**Task requirements:** Identify each line below that contains the word "pinky", and copy it out.
─── Records provided
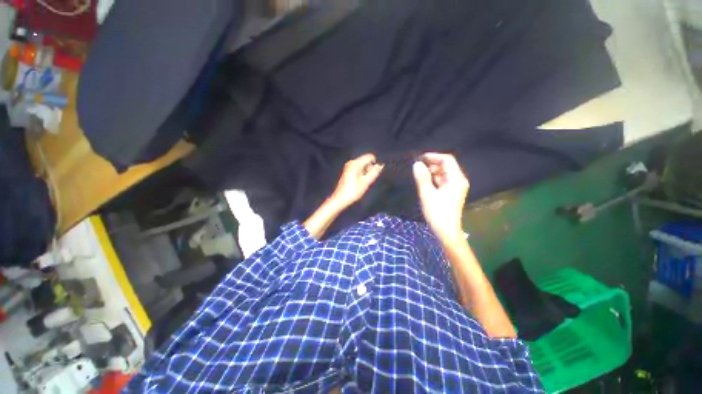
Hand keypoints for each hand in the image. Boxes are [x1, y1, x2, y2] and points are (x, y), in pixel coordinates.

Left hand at [330, 153, 383, 207]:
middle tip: (366, 181)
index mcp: (356, 163)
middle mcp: (351, 162)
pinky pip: (358, 170)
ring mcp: (349, 167)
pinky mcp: (347, 172)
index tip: (373, 175)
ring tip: (362, 183)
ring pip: (362, 166)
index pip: (370, 157)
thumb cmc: (354, 191)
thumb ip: (374, 172)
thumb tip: (380, 165)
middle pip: (366, 161)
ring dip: (365, 173)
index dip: (375, 165)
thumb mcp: (366, 182)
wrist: (340, 199)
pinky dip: (361, 175)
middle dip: (370, 170)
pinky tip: (359, 183)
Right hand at [412, 153, 468, 241]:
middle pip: (446, 166)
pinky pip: (441, 181)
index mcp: (456, 179)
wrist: (446, 231)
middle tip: (417, 168)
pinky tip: (424, 183)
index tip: (419, 159)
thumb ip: (422, 177)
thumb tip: (417, 164)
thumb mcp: (427, 194)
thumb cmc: (437, 212)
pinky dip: (433, 180)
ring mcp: (455, 187)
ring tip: (418, 175)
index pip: (447, 160)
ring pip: (443, 174)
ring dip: (431, 172)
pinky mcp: (450, 193)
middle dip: (431, 164)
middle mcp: (458, 180)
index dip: (433, 156)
──────
**Your solution:**
pinky pip: (358, 170)
pinky mcp: (347, 172)
pinky dip: (361, 175)
pinky tip: (359, 183)
pinky pip: (441, 181)
pinky tip: (424, 183)
pinky dip: (433, 180)
pinky mcp: (450, 193)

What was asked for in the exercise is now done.